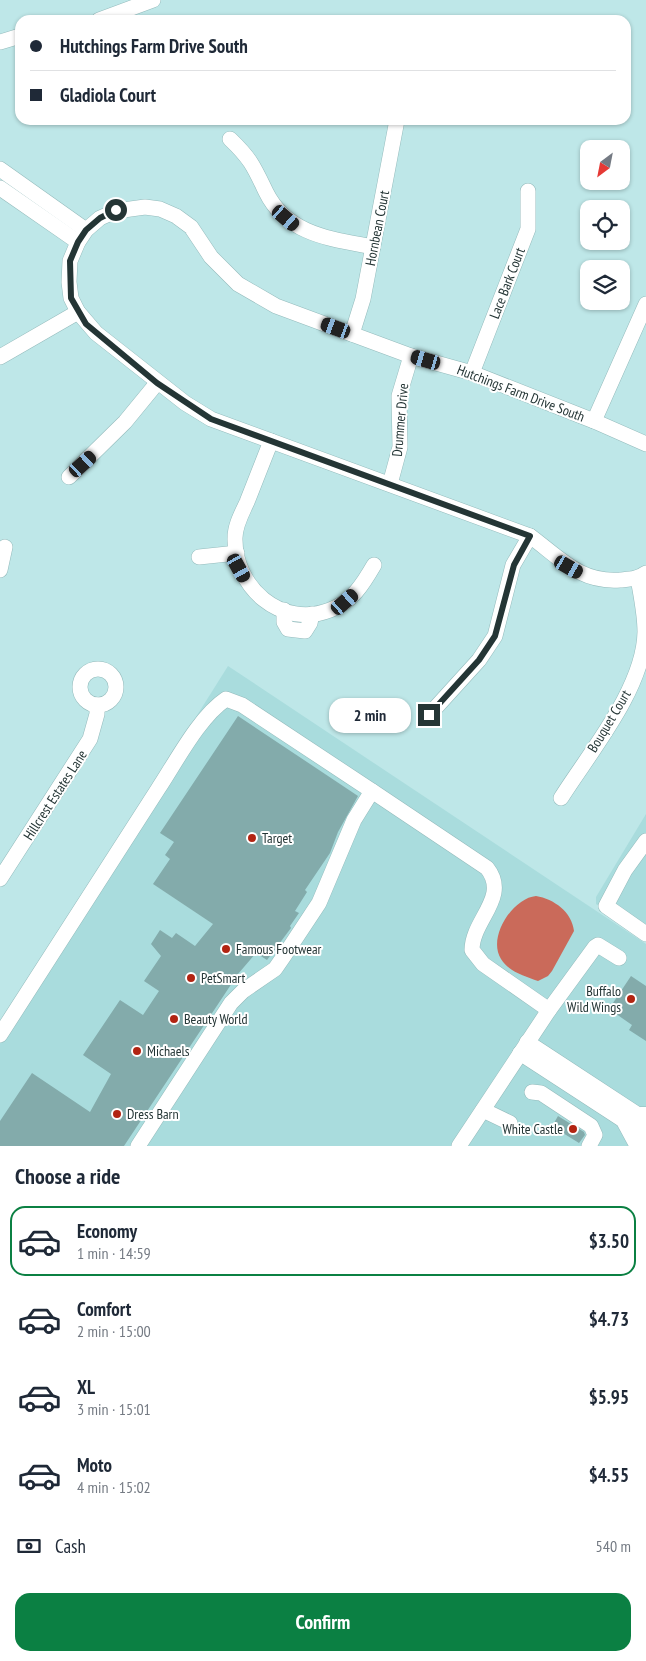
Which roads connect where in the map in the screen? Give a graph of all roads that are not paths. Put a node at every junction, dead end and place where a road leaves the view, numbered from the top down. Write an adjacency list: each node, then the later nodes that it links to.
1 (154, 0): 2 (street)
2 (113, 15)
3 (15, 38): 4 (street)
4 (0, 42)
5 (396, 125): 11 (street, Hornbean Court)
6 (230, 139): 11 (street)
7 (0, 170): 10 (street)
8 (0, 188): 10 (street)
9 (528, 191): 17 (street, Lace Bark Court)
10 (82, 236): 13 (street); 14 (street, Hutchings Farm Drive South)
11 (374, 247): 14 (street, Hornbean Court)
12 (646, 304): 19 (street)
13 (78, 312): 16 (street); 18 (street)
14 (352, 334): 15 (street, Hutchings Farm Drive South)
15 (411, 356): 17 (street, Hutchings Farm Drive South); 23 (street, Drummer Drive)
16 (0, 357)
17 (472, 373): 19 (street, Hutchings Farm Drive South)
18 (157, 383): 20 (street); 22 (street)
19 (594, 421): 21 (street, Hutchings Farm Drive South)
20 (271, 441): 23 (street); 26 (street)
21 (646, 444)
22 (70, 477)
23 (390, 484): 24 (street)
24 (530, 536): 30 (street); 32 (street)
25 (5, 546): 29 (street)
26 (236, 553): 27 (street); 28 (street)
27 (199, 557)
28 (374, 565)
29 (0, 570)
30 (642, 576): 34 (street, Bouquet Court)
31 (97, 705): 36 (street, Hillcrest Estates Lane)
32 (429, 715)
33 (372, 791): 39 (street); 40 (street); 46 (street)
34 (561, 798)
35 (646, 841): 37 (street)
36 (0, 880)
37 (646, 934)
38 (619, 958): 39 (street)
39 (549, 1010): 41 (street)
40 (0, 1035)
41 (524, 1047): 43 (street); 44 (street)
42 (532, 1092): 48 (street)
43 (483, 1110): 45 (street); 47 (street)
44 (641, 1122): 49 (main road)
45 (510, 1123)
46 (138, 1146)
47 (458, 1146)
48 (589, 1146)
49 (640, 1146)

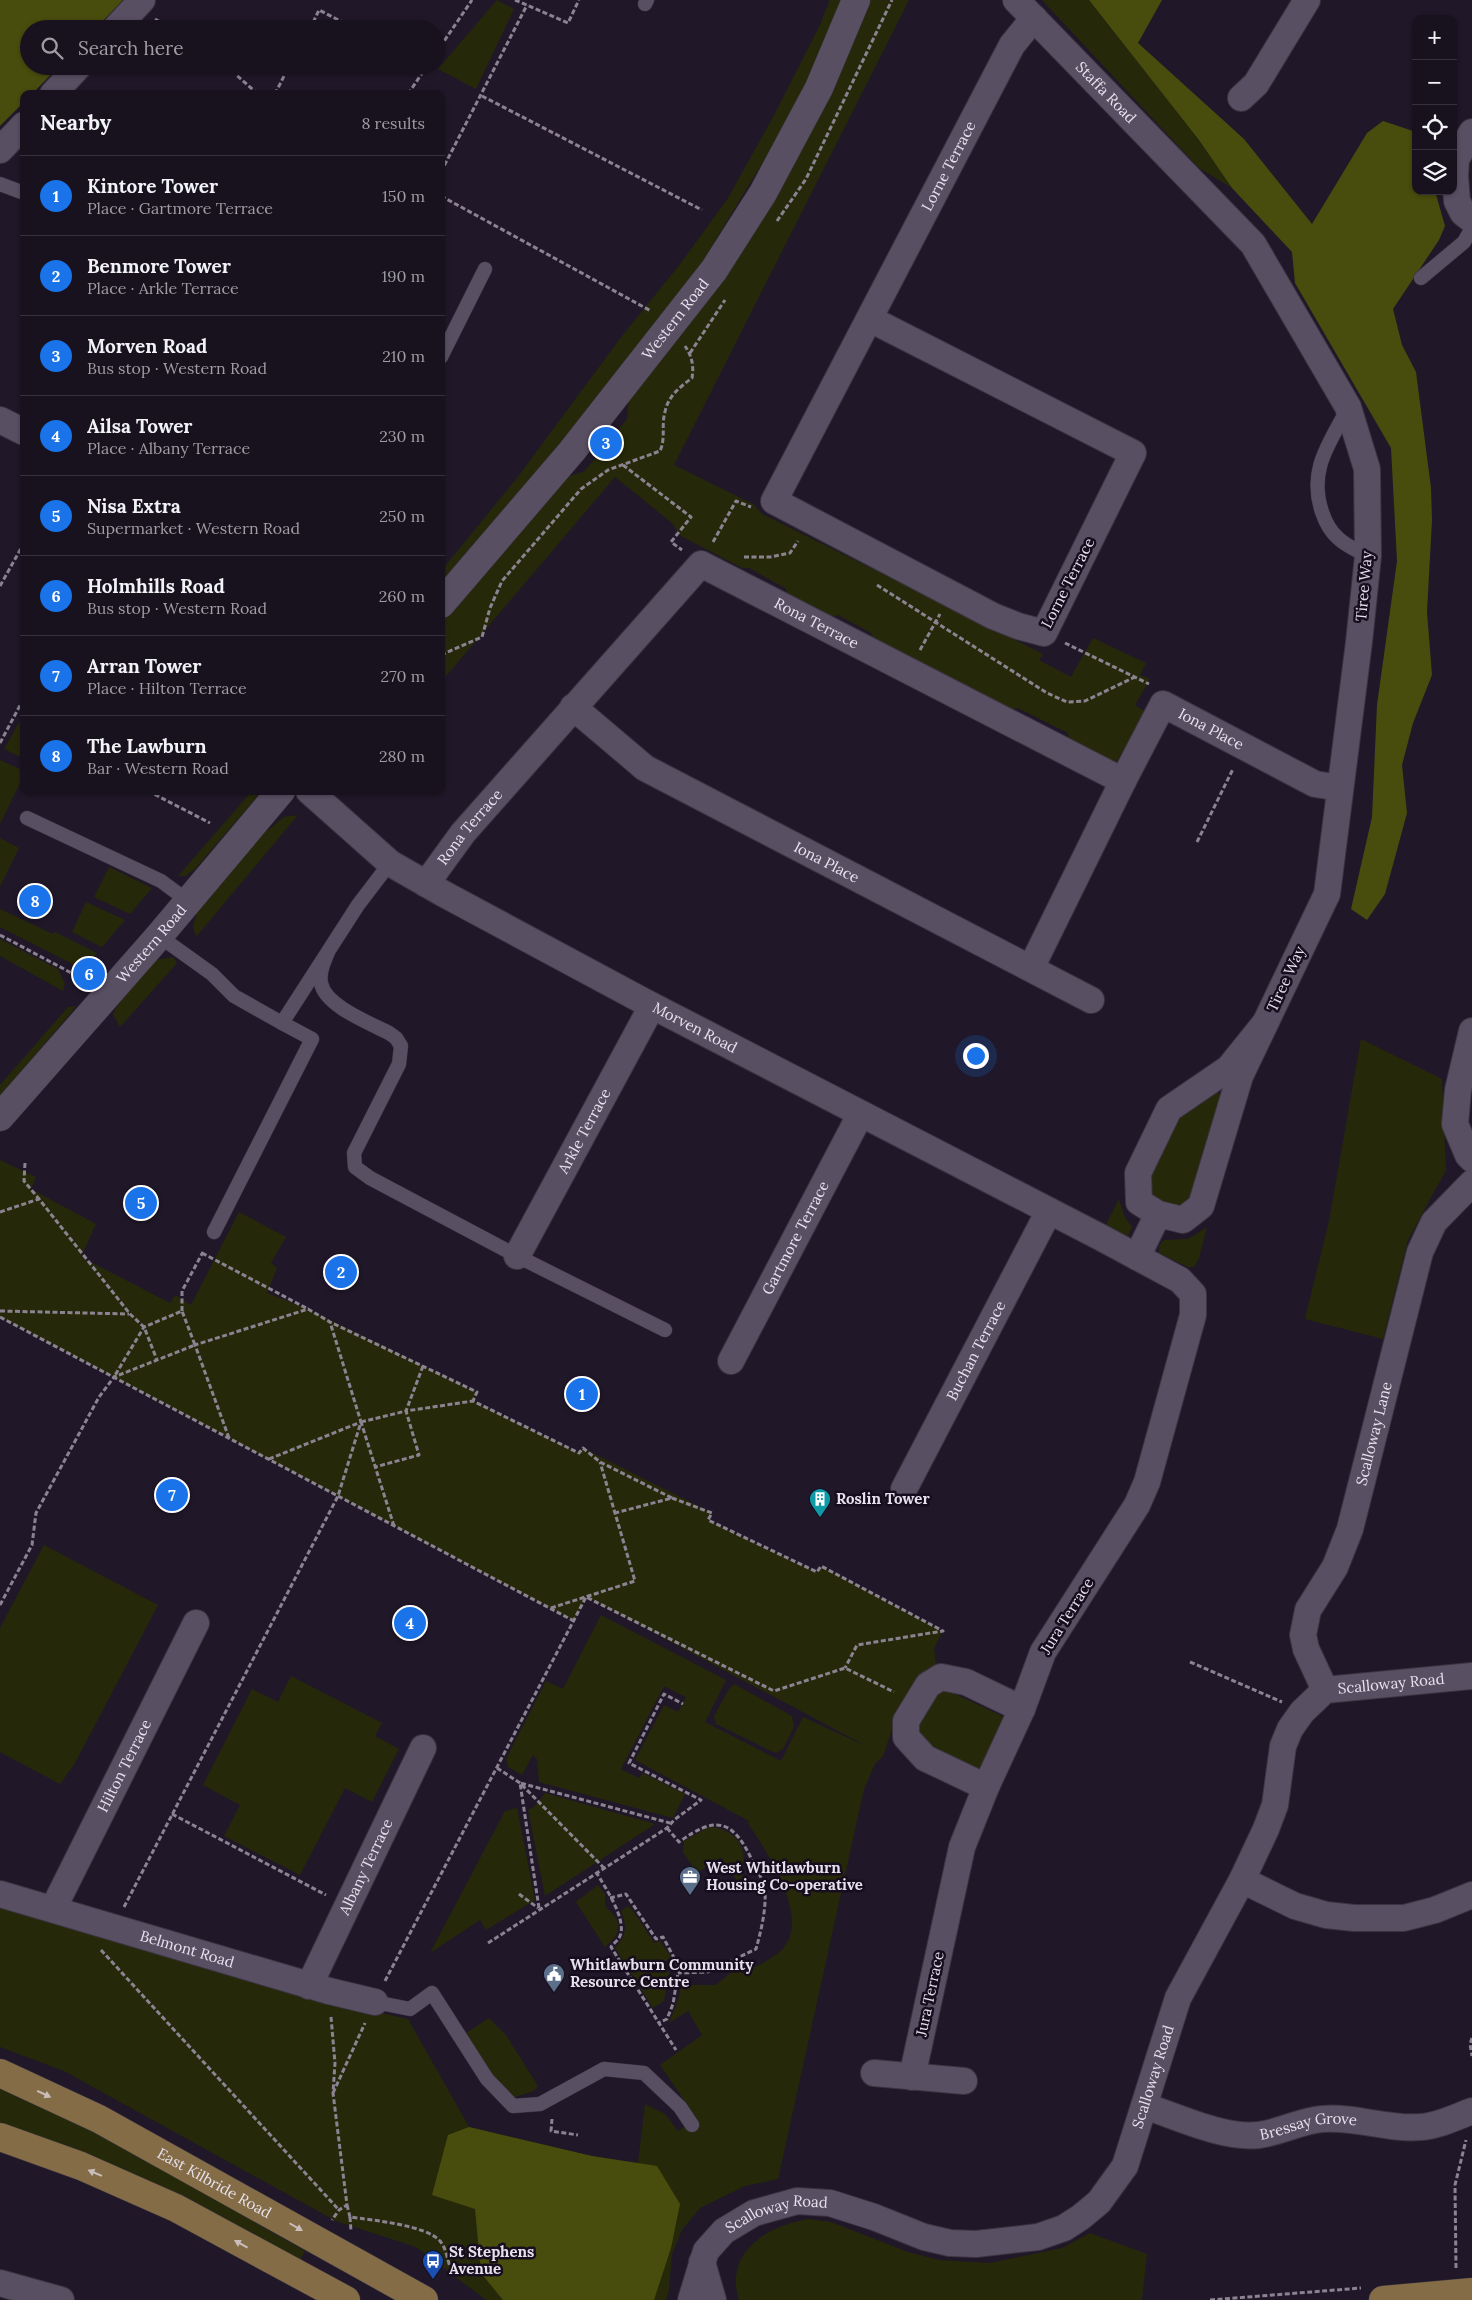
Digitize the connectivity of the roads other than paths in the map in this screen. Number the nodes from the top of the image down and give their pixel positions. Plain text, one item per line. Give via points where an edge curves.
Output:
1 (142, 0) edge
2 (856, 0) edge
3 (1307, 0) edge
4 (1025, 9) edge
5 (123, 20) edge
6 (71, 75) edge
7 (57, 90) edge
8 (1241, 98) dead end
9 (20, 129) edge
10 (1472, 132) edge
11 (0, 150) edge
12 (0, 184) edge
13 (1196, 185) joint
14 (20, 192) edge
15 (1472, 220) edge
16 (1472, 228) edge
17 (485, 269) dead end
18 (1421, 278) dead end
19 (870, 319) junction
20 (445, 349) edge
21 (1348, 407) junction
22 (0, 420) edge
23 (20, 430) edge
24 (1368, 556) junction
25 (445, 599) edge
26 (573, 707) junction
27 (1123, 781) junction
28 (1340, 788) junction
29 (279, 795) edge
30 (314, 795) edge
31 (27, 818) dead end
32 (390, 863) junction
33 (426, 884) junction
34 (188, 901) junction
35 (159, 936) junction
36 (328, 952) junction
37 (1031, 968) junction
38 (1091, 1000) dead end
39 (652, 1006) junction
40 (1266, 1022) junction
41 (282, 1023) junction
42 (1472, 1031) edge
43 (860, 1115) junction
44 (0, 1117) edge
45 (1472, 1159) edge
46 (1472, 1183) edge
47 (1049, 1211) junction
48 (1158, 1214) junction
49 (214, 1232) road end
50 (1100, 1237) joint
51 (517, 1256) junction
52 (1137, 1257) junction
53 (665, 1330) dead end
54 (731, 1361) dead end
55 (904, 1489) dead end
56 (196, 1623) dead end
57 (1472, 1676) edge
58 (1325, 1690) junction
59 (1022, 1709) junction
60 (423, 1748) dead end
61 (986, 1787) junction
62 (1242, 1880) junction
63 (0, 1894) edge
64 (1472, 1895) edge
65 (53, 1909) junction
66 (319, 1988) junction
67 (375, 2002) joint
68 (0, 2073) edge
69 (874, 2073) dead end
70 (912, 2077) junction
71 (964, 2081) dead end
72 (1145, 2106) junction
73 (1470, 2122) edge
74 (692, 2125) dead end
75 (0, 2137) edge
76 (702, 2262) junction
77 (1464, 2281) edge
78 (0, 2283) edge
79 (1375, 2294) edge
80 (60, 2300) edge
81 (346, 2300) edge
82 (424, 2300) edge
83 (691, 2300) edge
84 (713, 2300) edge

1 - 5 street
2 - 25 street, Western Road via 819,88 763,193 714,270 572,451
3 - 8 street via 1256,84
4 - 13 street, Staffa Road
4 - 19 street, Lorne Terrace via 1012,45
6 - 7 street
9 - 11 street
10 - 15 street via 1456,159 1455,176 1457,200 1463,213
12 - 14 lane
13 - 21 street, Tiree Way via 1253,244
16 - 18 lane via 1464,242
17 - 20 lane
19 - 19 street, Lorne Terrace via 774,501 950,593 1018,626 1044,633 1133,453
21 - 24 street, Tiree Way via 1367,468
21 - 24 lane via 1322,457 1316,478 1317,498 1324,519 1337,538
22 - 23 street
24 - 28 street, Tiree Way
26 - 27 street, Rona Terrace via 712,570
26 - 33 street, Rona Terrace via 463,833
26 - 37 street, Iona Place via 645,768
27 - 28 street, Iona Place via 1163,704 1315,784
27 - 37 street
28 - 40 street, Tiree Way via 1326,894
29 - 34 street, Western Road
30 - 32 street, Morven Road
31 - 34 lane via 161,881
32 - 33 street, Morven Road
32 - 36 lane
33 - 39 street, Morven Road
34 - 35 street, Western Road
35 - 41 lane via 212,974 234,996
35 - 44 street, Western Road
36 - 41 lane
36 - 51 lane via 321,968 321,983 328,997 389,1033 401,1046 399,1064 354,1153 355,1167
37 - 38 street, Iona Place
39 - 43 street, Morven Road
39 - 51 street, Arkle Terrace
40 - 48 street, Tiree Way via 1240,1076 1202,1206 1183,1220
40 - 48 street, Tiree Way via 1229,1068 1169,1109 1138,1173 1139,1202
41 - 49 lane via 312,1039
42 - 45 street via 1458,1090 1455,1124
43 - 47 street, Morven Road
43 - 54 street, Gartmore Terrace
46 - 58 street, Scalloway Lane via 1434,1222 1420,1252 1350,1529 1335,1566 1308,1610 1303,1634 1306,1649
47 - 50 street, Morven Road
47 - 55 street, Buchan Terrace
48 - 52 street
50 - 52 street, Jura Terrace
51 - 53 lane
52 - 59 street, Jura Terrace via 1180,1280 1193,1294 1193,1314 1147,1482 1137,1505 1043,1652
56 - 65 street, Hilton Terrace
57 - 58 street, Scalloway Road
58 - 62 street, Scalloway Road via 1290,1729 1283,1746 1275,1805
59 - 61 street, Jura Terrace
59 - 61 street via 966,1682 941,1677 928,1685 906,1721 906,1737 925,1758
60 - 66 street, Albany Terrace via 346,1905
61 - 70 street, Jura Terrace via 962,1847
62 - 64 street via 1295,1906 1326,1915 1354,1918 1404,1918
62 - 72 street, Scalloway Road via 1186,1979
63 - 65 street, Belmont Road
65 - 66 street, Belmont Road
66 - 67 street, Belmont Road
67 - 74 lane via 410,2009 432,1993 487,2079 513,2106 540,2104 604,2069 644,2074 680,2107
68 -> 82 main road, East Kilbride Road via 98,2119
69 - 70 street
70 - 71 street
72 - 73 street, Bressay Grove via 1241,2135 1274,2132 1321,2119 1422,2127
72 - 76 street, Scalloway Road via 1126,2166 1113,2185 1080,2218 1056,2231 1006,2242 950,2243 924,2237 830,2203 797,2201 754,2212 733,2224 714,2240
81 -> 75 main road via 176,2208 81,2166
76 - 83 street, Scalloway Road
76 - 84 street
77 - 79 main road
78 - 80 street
^^^^^^^^
WHAT TO WORK ON — Transcribe exactly the lines that run from the first line of the records above through the line with "Digitize the connectivity", and include both of those lines; pictures stay out.

YOUR SOLUTION —
Which roads connect where in the map in the screen? Give a graph of all roads that are not paths. Put a node at every junction, dead end and place where a road leaves the view, numbered from the top down. Write an adjacency list: each node, then the later nodes that it links to.
1 (154, 0): 2 (street)
2 (113, 15)
3 (15, 38): 4 (street)
4 (0, 42)
5 (396, 125): 11 (street, Hornbean Court)
6 (230, 139): 11 (street)
7 (0, 170): 10 (street)
8 (0, 188): 10 (street)
9 (528, 191): 17 (street, Lace Bark Court)
10 (82, 236): 13 (street); 14 (street, Hutchings Farm Drive South)
11 (374, 247): 14 (street, Hornbean Court)
12 (646, 304): 19 (street)
13 (78, 312): 16 (street); 18 (street)
14 (352, 334): 15 (street, Hutchings Farm Drive South)
15 (411, 356): 17 (street, Hutchings Farm Drive South); 23 (street, Drummer Drive)
16 (0, 357)
17 (472, 373): 19 (street, Hutchings Farm Drive South)
18 (157, 383): 20 (street); 22 (street)
19 (594, 421): 21 (street, Hutchings Farm Drive South)
20 (271, 441): 23 (street); 26 (street)
21 (646, 444)
22 (70, 477)
23 (390, 484): 24 (street)
24 (530, 536): 30 (street); 32 (street)
25 (5, 546): 29 (street)
26 (236, 553): 27 (street); 28 (street)
27 (199, 557)
28 (374, 565)
29 (0, 570)
30 (642, 576): 34 (street, Bouquet Court)
31 (97, 705): 36 (street, Hillcrest Estates Lane)
32 (429, 715)
33 (372, 791): 39 (street); 40 (street); 46 (street)
34 (561, 798)
35 (646, 841): 37 (street)
36 (0, 880)
37 (646, 934)
38 (619, 958): 39 (street)
39 (549, 1010): 41 (street)
40 (0, 1035)
41 (524, 1047): 43 (street); 44 (street)
42 (532, 1092): 48 (street)
43 (483, 1110): 45 (street); 47 (street)
44 (641, 1122): 49 (main road)
45 (510, 1123)
46 (138, 1146)
47 (458, 1146)
48 (589, 1146)
49 (640, 1146)

Digitize the connectivity of the roads other than paths in the map in this screen. Number the nodes from the top of the image down and give their pixel positions. Plain text, one item per line. Give via points where an edge curves.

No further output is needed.